→ **WORK TASK**
Using the data below, copy every line that contains the word "paths".

→ **THE DATA**

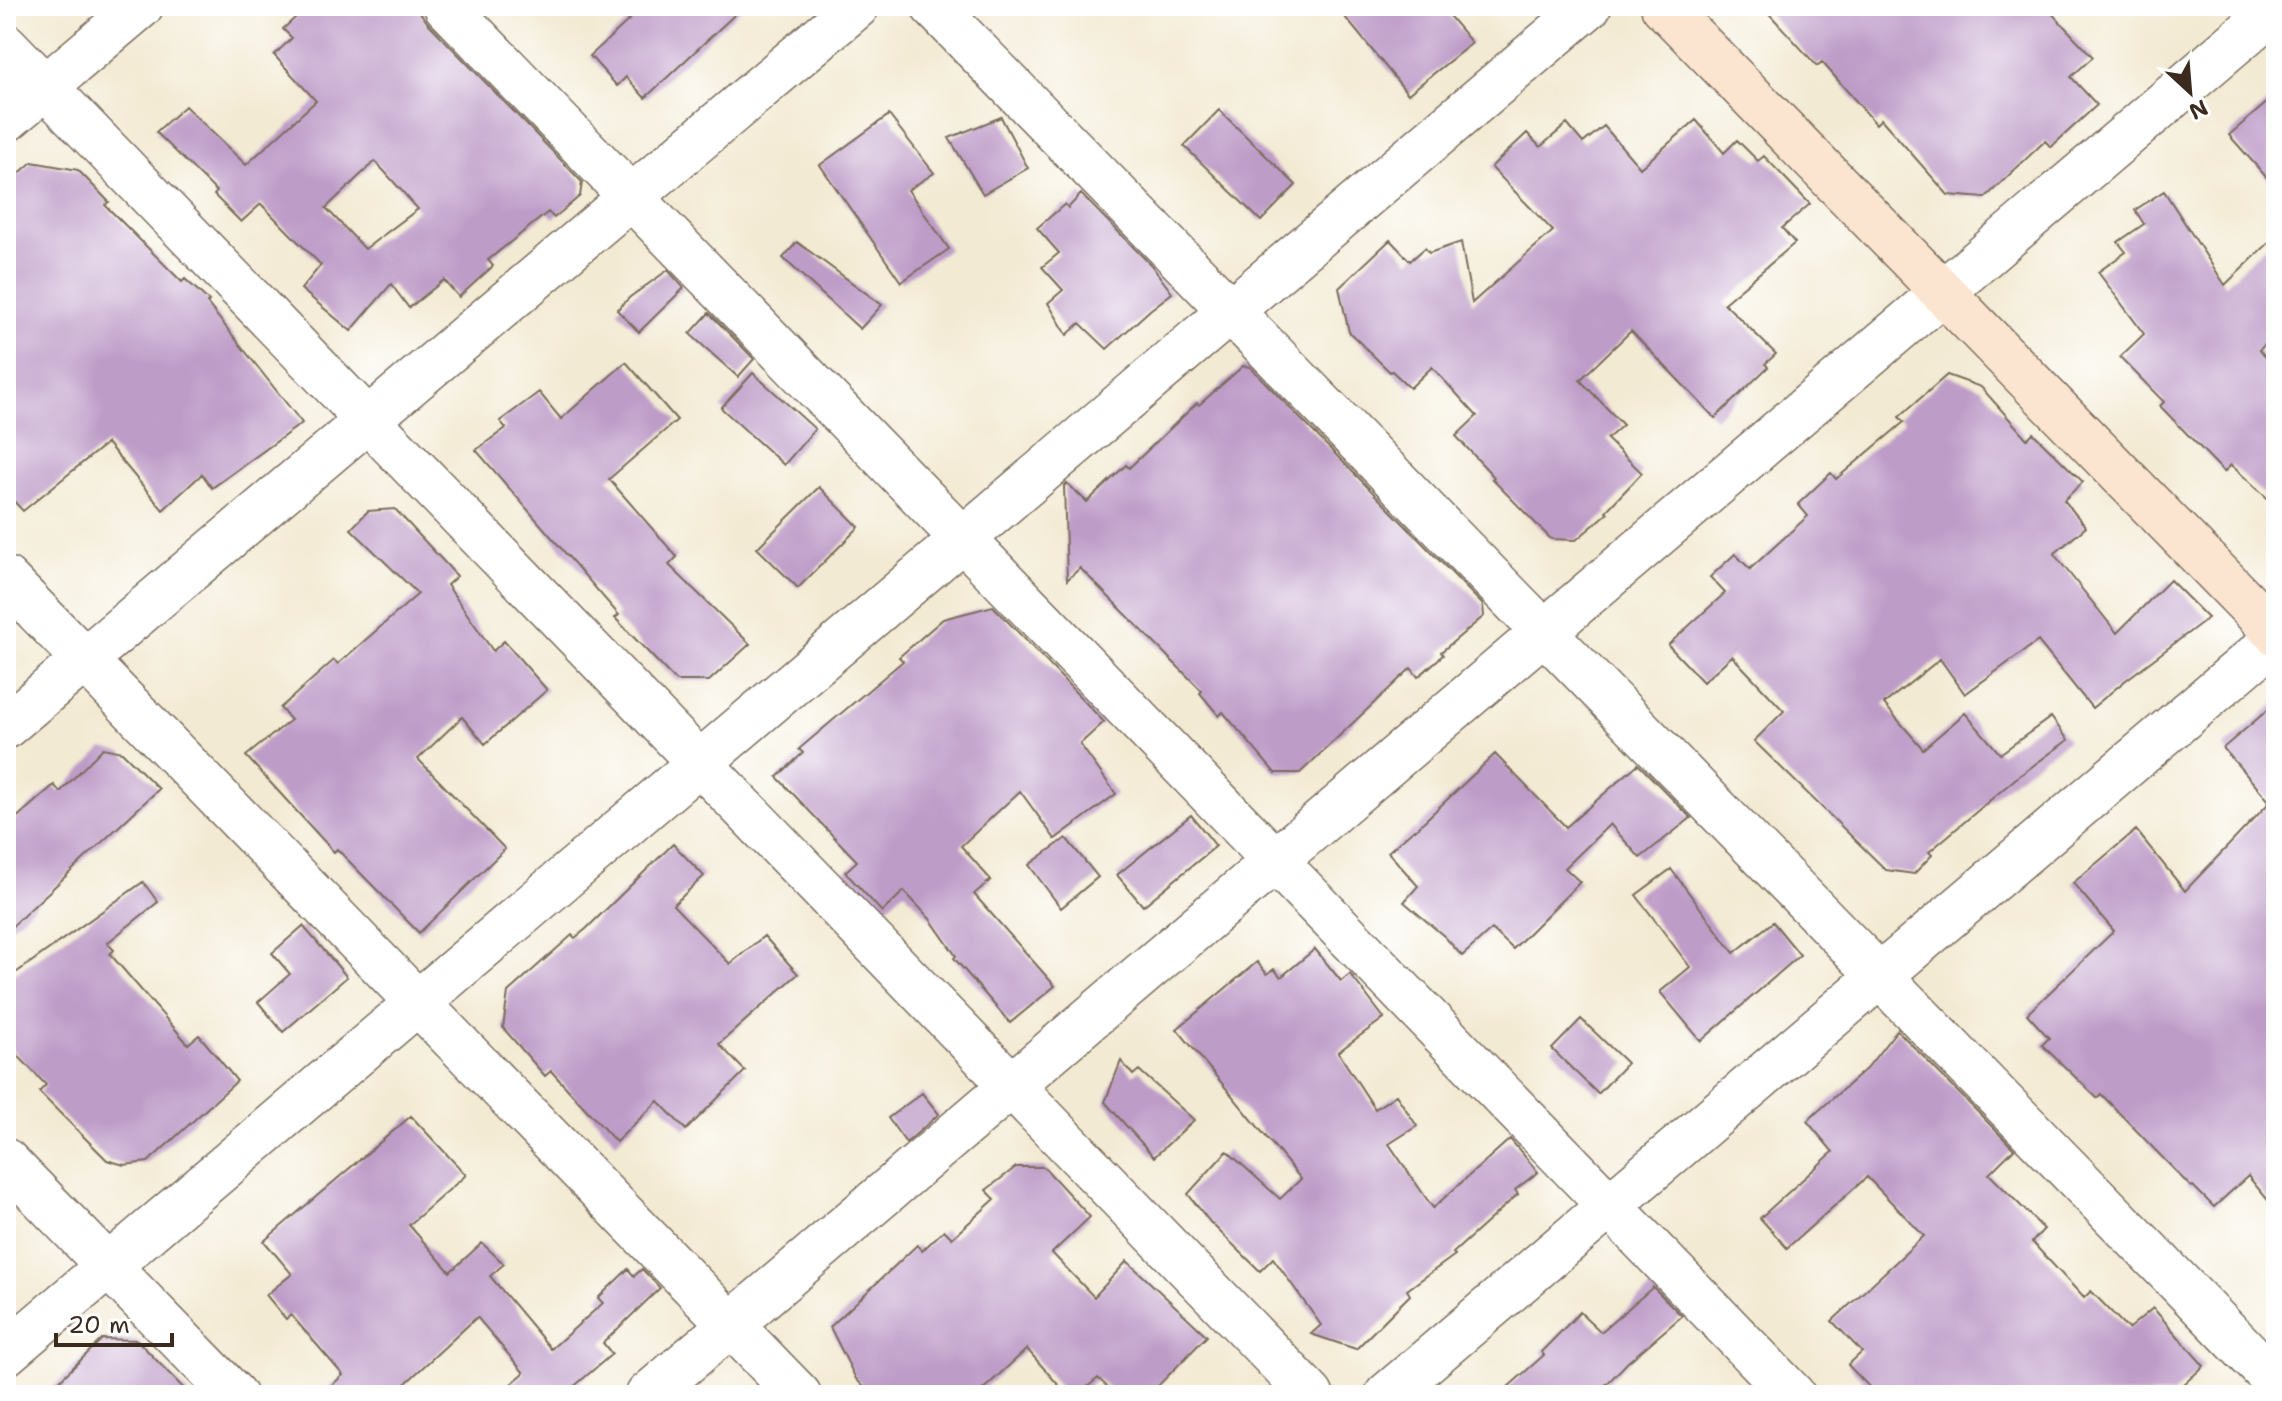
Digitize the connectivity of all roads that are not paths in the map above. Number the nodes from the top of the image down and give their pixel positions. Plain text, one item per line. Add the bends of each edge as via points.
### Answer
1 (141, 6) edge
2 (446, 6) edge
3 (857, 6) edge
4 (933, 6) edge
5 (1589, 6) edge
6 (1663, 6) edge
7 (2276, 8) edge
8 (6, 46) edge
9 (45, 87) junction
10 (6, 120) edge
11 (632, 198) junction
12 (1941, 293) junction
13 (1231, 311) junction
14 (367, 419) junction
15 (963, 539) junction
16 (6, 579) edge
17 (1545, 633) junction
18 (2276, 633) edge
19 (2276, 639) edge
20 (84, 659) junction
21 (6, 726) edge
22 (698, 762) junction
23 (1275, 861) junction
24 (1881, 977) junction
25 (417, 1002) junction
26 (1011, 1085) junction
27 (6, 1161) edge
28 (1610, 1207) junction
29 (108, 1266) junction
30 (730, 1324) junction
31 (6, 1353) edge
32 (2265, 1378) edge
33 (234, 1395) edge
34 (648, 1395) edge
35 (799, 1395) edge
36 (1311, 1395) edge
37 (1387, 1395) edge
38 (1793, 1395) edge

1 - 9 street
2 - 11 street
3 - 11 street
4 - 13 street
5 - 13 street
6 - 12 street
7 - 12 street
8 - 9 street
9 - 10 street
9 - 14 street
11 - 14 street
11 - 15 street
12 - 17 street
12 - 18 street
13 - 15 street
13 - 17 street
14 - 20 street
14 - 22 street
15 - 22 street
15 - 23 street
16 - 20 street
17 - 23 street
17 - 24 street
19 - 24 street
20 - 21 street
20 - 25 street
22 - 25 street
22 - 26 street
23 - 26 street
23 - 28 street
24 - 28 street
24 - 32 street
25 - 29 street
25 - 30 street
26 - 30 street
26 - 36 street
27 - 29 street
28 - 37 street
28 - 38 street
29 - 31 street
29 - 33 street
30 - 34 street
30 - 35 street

==

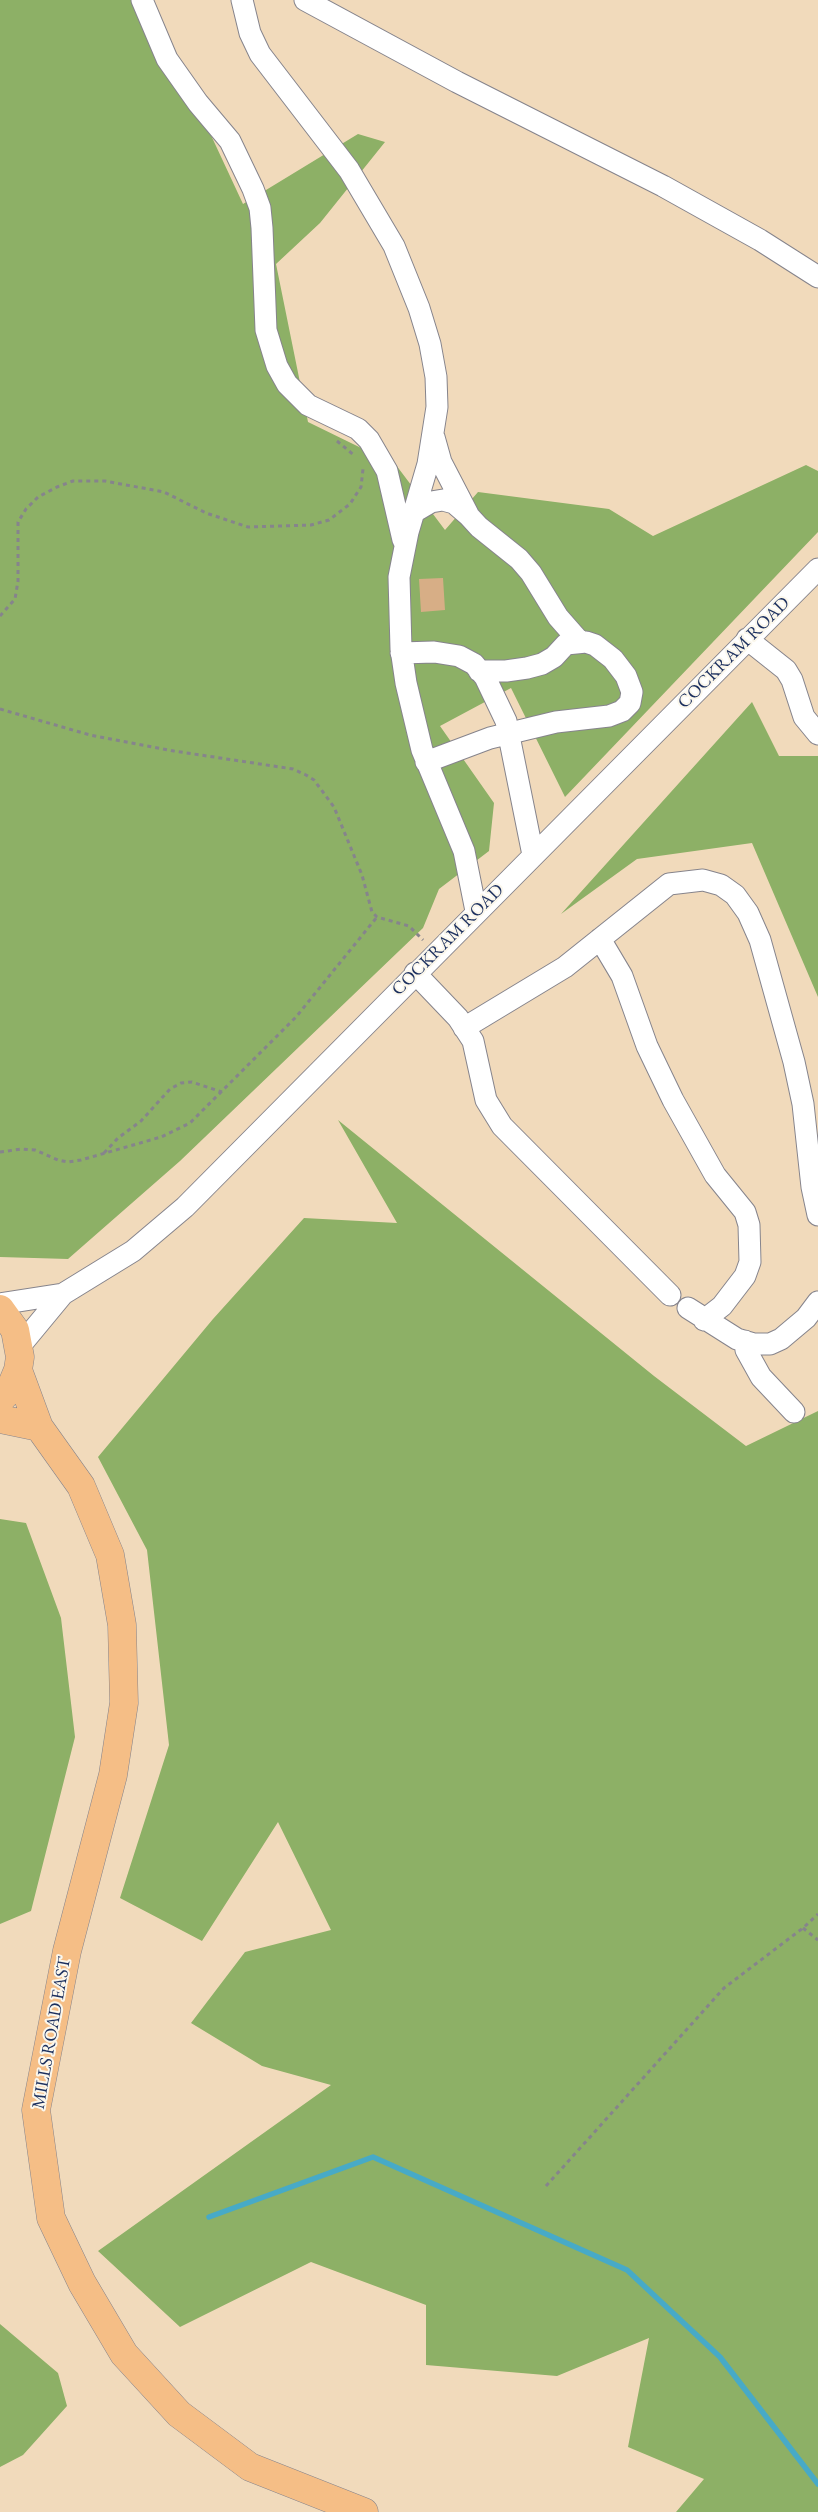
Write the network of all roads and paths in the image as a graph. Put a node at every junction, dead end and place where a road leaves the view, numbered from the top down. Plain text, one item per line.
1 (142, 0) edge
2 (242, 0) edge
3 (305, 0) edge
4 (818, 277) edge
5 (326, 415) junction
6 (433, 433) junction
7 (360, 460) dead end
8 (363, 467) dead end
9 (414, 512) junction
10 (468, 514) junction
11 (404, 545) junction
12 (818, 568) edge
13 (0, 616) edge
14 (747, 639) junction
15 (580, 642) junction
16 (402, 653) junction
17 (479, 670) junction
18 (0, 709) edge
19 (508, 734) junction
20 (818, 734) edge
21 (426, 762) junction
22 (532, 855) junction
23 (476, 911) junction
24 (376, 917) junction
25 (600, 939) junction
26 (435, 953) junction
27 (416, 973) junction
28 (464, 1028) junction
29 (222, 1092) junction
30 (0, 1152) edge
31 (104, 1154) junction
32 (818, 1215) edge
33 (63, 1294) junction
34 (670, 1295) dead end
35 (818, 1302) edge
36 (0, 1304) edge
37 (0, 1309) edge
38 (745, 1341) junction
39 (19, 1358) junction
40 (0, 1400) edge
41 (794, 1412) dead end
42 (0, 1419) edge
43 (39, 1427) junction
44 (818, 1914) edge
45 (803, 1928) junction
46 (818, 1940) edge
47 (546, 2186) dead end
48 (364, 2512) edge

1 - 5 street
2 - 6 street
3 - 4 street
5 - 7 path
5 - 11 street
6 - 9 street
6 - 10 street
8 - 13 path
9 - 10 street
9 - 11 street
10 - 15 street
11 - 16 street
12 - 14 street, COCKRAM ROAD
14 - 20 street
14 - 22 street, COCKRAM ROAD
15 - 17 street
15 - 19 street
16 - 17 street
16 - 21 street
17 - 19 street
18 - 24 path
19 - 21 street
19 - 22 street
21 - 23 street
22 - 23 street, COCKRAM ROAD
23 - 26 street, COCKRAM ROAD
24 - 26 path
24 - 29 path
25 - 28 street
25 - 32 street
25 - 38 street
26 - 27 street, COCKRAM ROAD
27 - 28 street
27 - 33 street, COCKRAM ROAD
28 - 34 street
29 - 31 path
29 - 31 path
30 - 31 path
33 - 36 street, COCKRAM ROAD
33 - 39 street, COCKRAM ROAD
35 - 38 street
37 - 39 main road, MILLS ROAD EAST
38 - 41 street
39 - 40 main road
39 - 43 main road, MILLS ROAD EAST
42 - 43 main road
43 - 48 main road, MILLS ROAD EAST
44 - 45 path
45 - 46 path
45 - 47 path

→ **EXERCISE RESULT**
Digitize the connectivity of all roads that are not paths in the map above. Number the nodes from the top of the image down and give their pixel positions. Plain text, one item per line. Add the bends of each edge as via points.
Write the network of all roads and paths in the image as a graph. Put a node at every junction, dead end and place where a road leaves the view, numbered from the top down. Plain text, one item per line.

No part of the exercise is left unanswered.